Clockwise from top left: Church, oranges growing on the trees, interesting architecture, sampling an orange (much like Seville oranges it was thick skinned and bitter - perfect for marmalade but not great for eating!)
We stayed in the old district, in the wonderful Hotel Casa 1800, with a view up to the Alhambra. Tickets for the Alhambra can be sold out online months in advance. Ways around it include paying more for either a guided tour (a bit pricey), or a 'Granada Card' (good value) which also lets you into other tourist attractions around the city. We used our cards to visit San Jeronimo monastery and the Cathedral, which was a big hit of terrifying Catholicism. Lots of gold, sculptures of severed heads on plates, and a sheer scale which was awe-inspiring.

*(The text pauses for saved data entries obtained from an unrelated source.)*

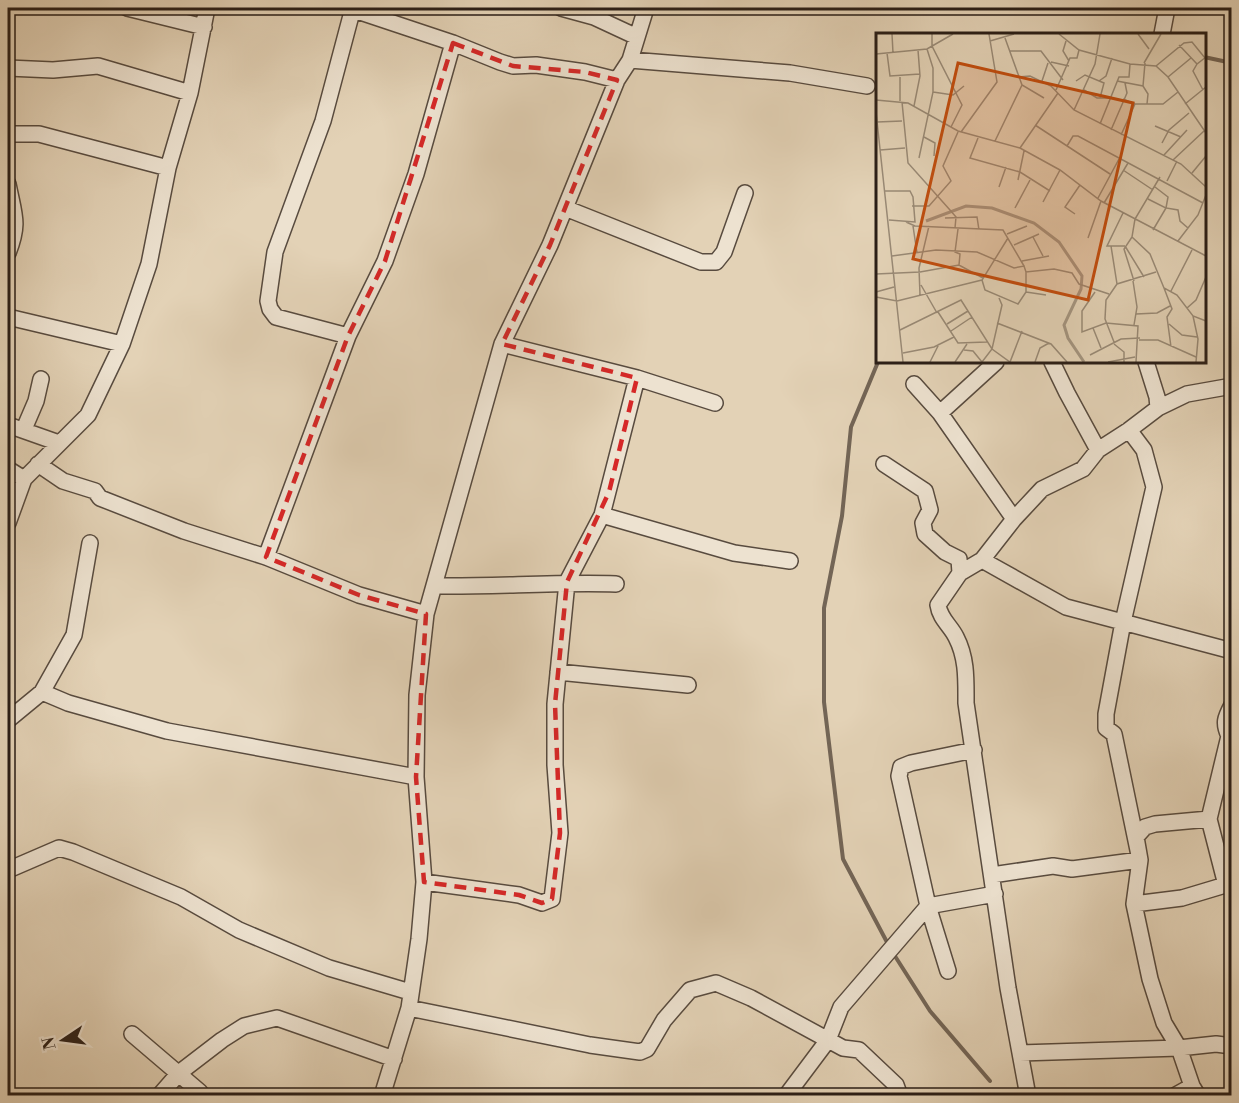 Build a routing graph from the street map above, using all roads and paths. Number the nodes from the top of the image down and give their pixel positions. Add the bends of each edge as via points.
1 (128, 8) edge
2 (207, 8) edge
3 (561, 8) edge
4 (646, 8) edge
5 (1167, 8) edge
6 (354, 9) edge
7 (204, 27) junction
8 (1162, 33) edge
9 (637, 37) junction
10 (453, 43) junction
11 (630, 60) junction
12 (8, 68) edge
13 (617, 80) junction
14 (867, 86) dead end
15 (190, 93) junction
16 (8, 134) edge
17 (168, 168) junction
18 (8, 184) edge
19 (745, 193) dead end
20 (10, 205) edge
21 (565, 208) junction
22 (8, 253) edge
23 (8, 317) edge
24 (348, 336) junction
25 (122, 344) junction
26 (502, 344) junction
27 (995, 363) edge
28 (1052, 363) edge
29 (1146, 363) edge
30 (637, 378) junction
31 (41, 379) dead end
32 (914, 384) dead end
33 (1232, 386) edge
34 (715, 403) dead end
35 (1158, 408) junction
36 (940, 413) junction
37 (8, 425) edge
38 (24, 429) junction
39 (1129, 430) junction
40 (59, 443) junction
41 (1098, 450) junction
42 (38, 464) junction
43 (884, 464) dead end
44 (8, 469) edge
45 (24, 480) junction
46 (602, 515) junction
47 (1014, 519) junction
48 (8, 523) edge
49 (90, 543) dead end
50 (266, 557) junction
51 (982, 560) junction
52 (790, 561) dead end
53 (960, 573) junction
54 (567, 582) junction
55 (616, 584) dead end
56 (435, 586) junction
57 (426, 614) junction
58 (1123, 622) junction
59 (1232, 651) edge
60 (558, 672) junction
61 (688, 685) dead end
62 (42, 692) junction
63 (1232, 705) edge
64 (8, 720) edge
65 (974, 750) junction
66 (416, 777) junction
67 (1209, 819) junction
68 (1140, 860) junction
69 (8, 870) edge
70 (992, 875) junction
71 (424, 882) junction
72 (1229, 884) edge
73 (995, 894) junction
74 (1134, 904) junction
75 (928, 906) junction
76 (948, 971) dead end
77 (410, 992) junction
78 (409, 1008) junction
79 (132, 1034) dead end
80 (828, 1040) junction
81 (1232, 1046) edge
82 (1179, 1048) junction
83 (1020, 1053) junction
84 (394, 1059) junction
85 (179, 1073) junction
86 (1195, 1091) edge
87 (159, 1095) edge
88 (201, 1095) edge
89 (382, 1095) edge
90 (786, 1095) edge
91 (900, 1095) edge
92 (1028, 1095) edge
93 (1174, 1095) edge

1 - 7 street
2 - 7 street
3 - 9 street via 594,17
4 - 9 street
5 - 8 street
6 - 10 street
6 - 24 street via 323,121 275,252 268,301 276,317
7 - 15 street
9 - 11 street
10 - 13 street via 513,66 536,65
10 - 24 street via 416,174 386,261
11 - 13 street
11 - 14 street via 790,72
12 - 15 street via 98,66
13 - 21 street
15 - 17 street
16 - 17 street via 39,134
17 - 25 street via 150,264
18 - 20 street
19 - 21 street via 724,252 716,262 701,262
20 - 22 street via 16,225
21 - 26 street
23 - 25 street
24 - 50 street
25 - 40 street via 88,415
26 - 30 street
26 - 56 street
27 - 36 street
28 - 41 street
29 - 35 street
30 - 34 street
30 - 46 street
31 - 38 street
32 - 36 street
33 - 35 street via 1187,394
35 - 39 street
36 - 47 street
37 - 38 street
38 - 40 street
39 - 41 street
39 - 58 street via 1144,450 1154,486
40 - 42 street
41 - 47 street via 1083,469 1042,489
42 - 45 street
42 - 50 street via 63,481 95,491 100,498
43 - 53 street via 925,491 930,510 923,523 925,534 959,559
44 - 45 street
45 - 48 street
46 - 52 street via 734,553
46 - 54 street
47 - 51 street
49 - 62 street via 74,635
50 - 57 street via 359,595
51 - 53 street
51 - 58 street via 1066,607
53 - 65 street via 938,605 940,617 958,640 966,670 966,703
54 - 55 street
54 - 56 street
54 - 60 street
56 - 57 street
57 - 66 street via 417,696
58 - 59 street
58 - 68 street via 1106,728 1114,734
60 - 61 street
60 - 71 street via 555,765 560,833 552,899 542,903 519,895
62 - 64 street
62 - 66 street via 68,704 167,731
63 - 67 street via 1224,719 1229,736
65 - 70 street
65 - 75 street via 901,767 899,776
66 - 71 street
67 - 68 street via 1144,827 1136,837
67 - 72 street
68 - 70 street
68 - 74 street
69 - 77 street via 59,848 73,852 181,897 239,930 329,968
70 - 73 street
71 - 77 street
72 - 74 street via 1182,898
73 - 75 street
73 - 83 street
74 - 82 street via 1150,980 1164,1023
75 - 76 street
75 - 80 street via 841,1007
77 - 78 street
78 - 80 street via 640,1052 690,990 716,983
78 - 84 street
79 - 85 street
80 - 90 street
80 - 91 street via 843,1048 859,1050 896,1084
81 - 82 street
82 - 83 street
82 - 86 street
83 - 92 street
84 - 85 street via 277,1018 244,1026
84 - 89 street
85 - 87 street
85 - 88 street
86 - 93 street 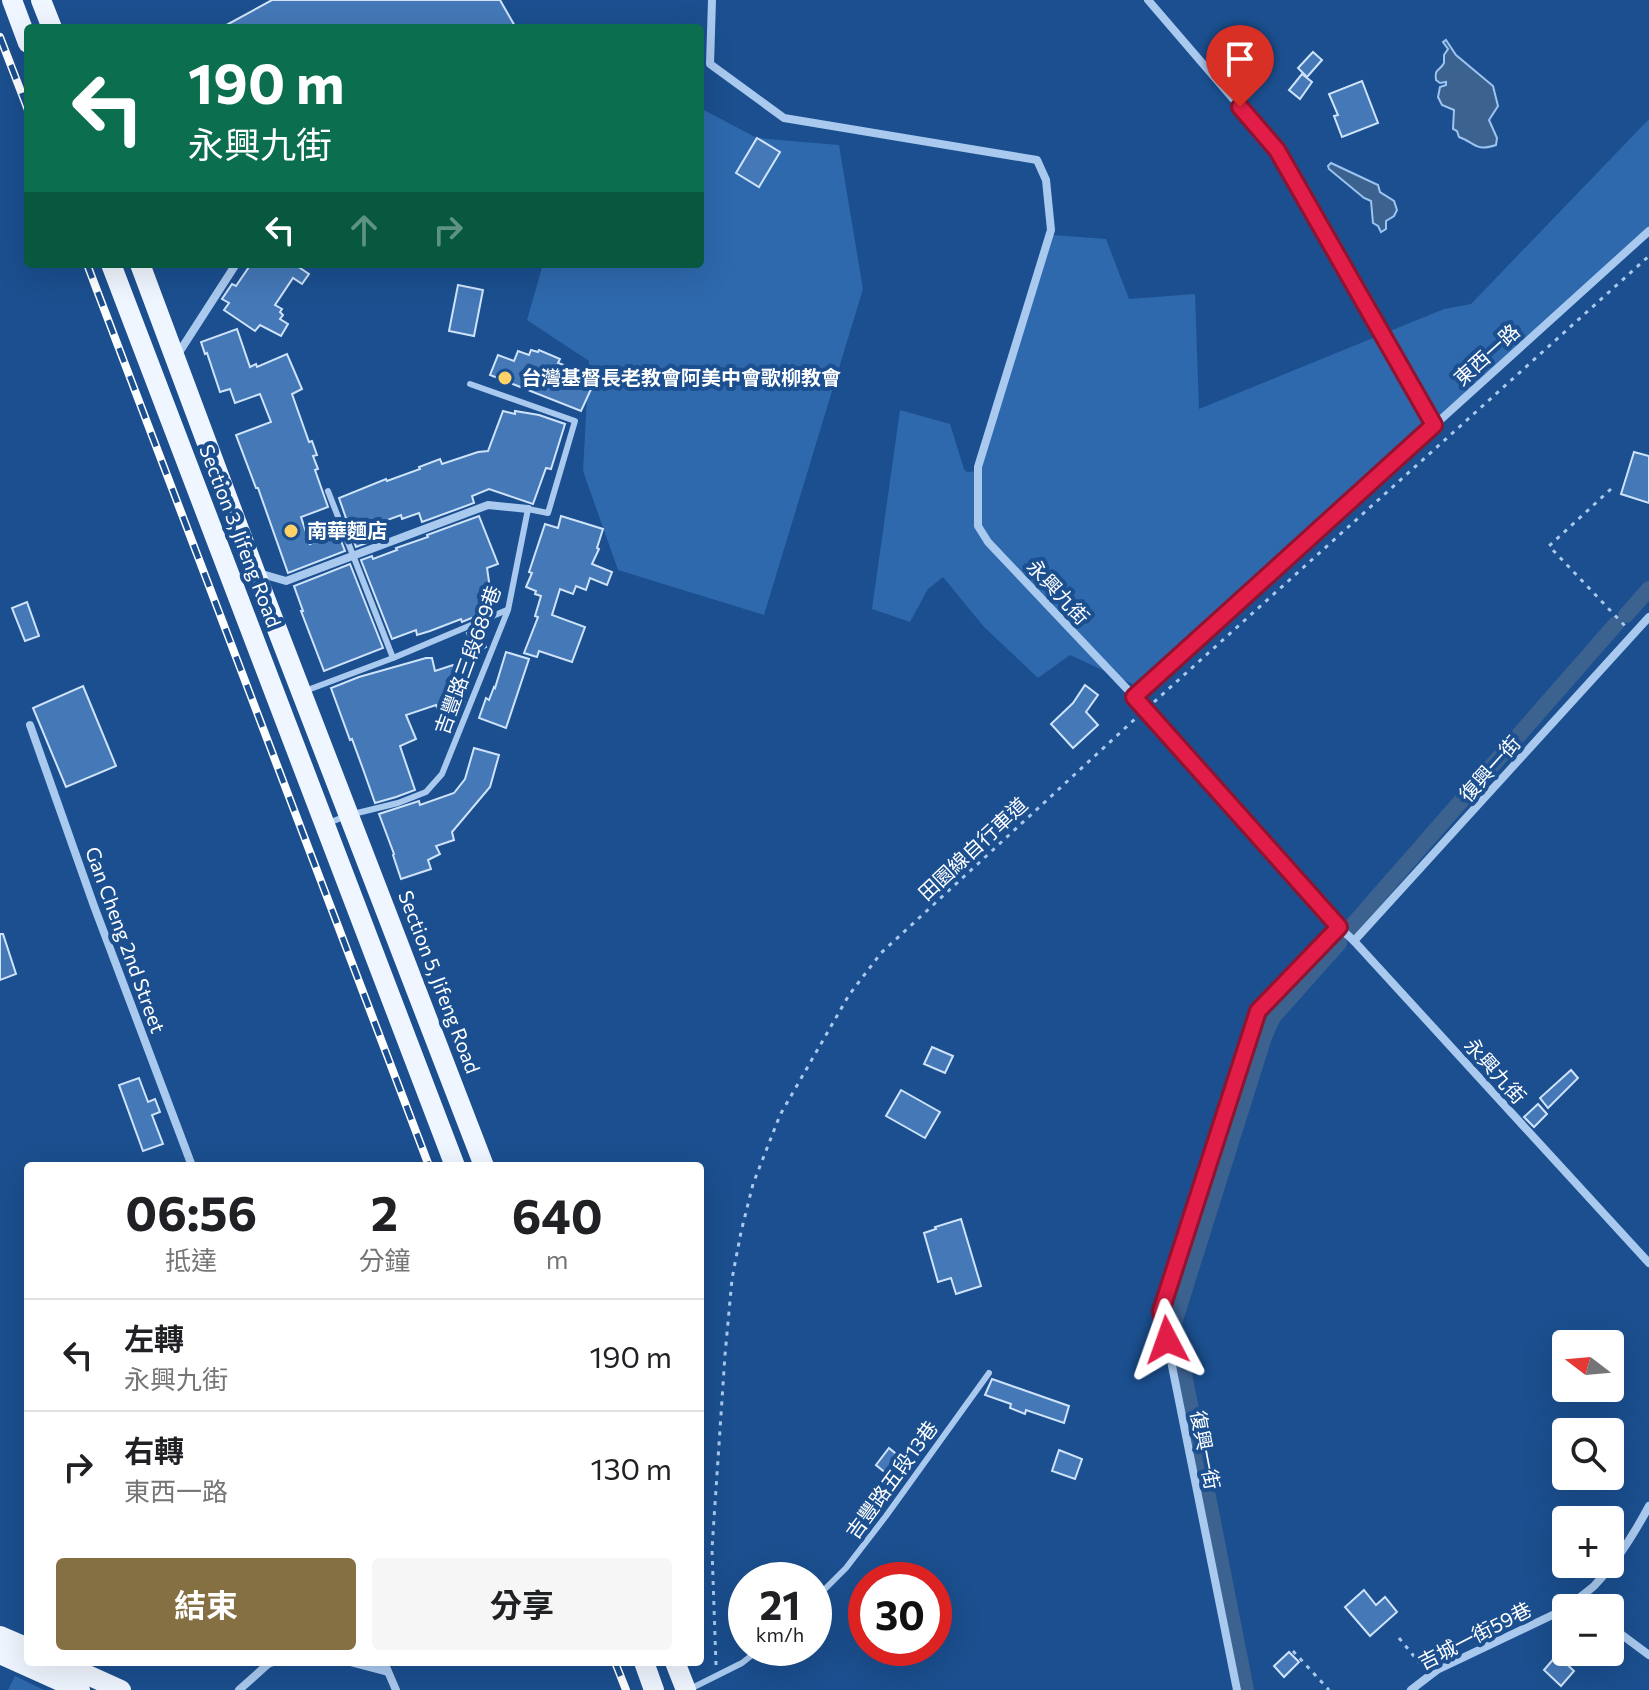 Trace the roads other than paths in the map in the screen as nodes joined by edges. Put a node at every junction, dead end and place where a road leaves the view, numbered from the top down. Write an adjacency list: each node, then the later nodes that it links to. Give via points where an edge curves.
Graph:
1 (12, 0): 6 (main road)
2 (41, 0): 5 (main road)
3 (712, 0): 23 (street, 永興九街, via 710,64 784,118 1037,160 1046,180 1051,230 978,467 978,526)
4 (1148, 0): 13 (street, via 1277,150)
5 (50, 24)
6 (24, 32)
7 (1649, 231): 13 (street, 東西一路)
8 (113, 268): 18 (main road, Section 3, Jifeng Road)
9 (141, 268): 11 (main road, Section 3, Jifeng Road)
10 (233, 268): 11 (street)
11 (175, 359): 17 (main road, Section 3, Jifeng Road)
12 (470, 384): 15 (lane, via 575,421 548,513)
13 (1434, 425): 23 (street, 東西一路)
14 (328, 491): 16 (lane)
15 (528, 509): 16 (street, via 488,505); 19 (lane, 吉豐路三段689巷)
16 (352, 555): 17 (street, via 286,581); 21 (lane)
17 (255, 572): 18 (street); 22 (main road, Section 3, Jifeng Road)
18 (231, 580): 26 (main road, Section 3, Jifeng Road)
19 (508, 610): 21 (lane); 25 (lane, 吉豐路三段689巷, via 442,774 426,792)
20 (1649, 617): 28 (street, 復興一街)
21 (393, 658): 22 (lane)
22 (302, 692): 25 (main road, Section 3, Jifeng Road)
23 (1134, 697): 27 (street, 永興九街)
24 (30, 725): 29 (street, Gan Cheng 2nd Street)
25 (349, 815): 26 (lane, 吉豐路三段689巷); 31 (main road, Section 5, Jifeng Road)
26 (325, 825): 30 (main road)
27 (1339, 927): 28 (street, 永興九街); 59 (street, 復興一街, via 1258,1011 1161,1311)
28 (1354, 941): 32 (street, 永興九街)
29 (190, 1162)
30 (453, 1162)
31 (482, 1162)
32 (1649, 1263)
33 (989, 1373): 35 (lane, 吉豐路五段13巷)
34 (1649, 1506): 36 (street, 吉城一街59巷, via 1606,1572)
35 (832, 1582)
36 (1584, 1594)
37 (1552, 1616): 60 (street, 吉城一街59巷, via 1437,1670)
38 (0, 1636): 40 (main road)
39 (1624, 1636): 42 (street)
40 (24, 1646)
41 (0, 1654): 43 (main road)
42 (1649, 1655)
43 (24, 1665)
44 (27, 1666): 53 (main road)
45 (68, 1666): 54 (main road)
46 (266, 1666): 55 (street)
47 (365, 1666): 52 (street)
48 (386, 1666): 52 (street)
49 (645, 1666): 57 (main road)
50 (677, 1666): 58 (main road)
51 (736, 1666): 58 (lane)
52 (388, 1672): 56 (street)
53 (80, 1690)
54 (121, 1690)
55 (239, 1690)
56 (396, 1690)
57 (654, 1690)
58 (686, 1690)
59 (1237, 1690)
60 (1411, 1690)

San Jeronimo monastery. We weren't allowed to take pictures in the Cathedral, and as I am a goody-two-shoes I refrained where lots of tourists flouted the rules!
The highlight had to be the Alhambra palace. It's like a whole town on top of a hill, the site is absolutely massive and takes hours and hours to get around if you want to see it all properly - there are gardens, palaces, towers, museums, and more. Getting up there involved an incredibly scary trip on a minibus. There were so many of us squashed in that I was practically sat on the dashboard, and so had a good view of the sharp turns and plummeting drops. My knuckles were white by the end.
The series of intricate Nazrid Palaces is restricted to specific time-slots - we got there a little before sunset as I suspected we might get some good views over the city at the end in the evening light.
Utterly gorgeous isn't it?
After all the history and culture - and posh hotels - of Seville and Granada, we headed down to the coast to a little town called Nerja, to more modest accommodation and a relaxed week of eating tapas! I'll share some pics in another post soon.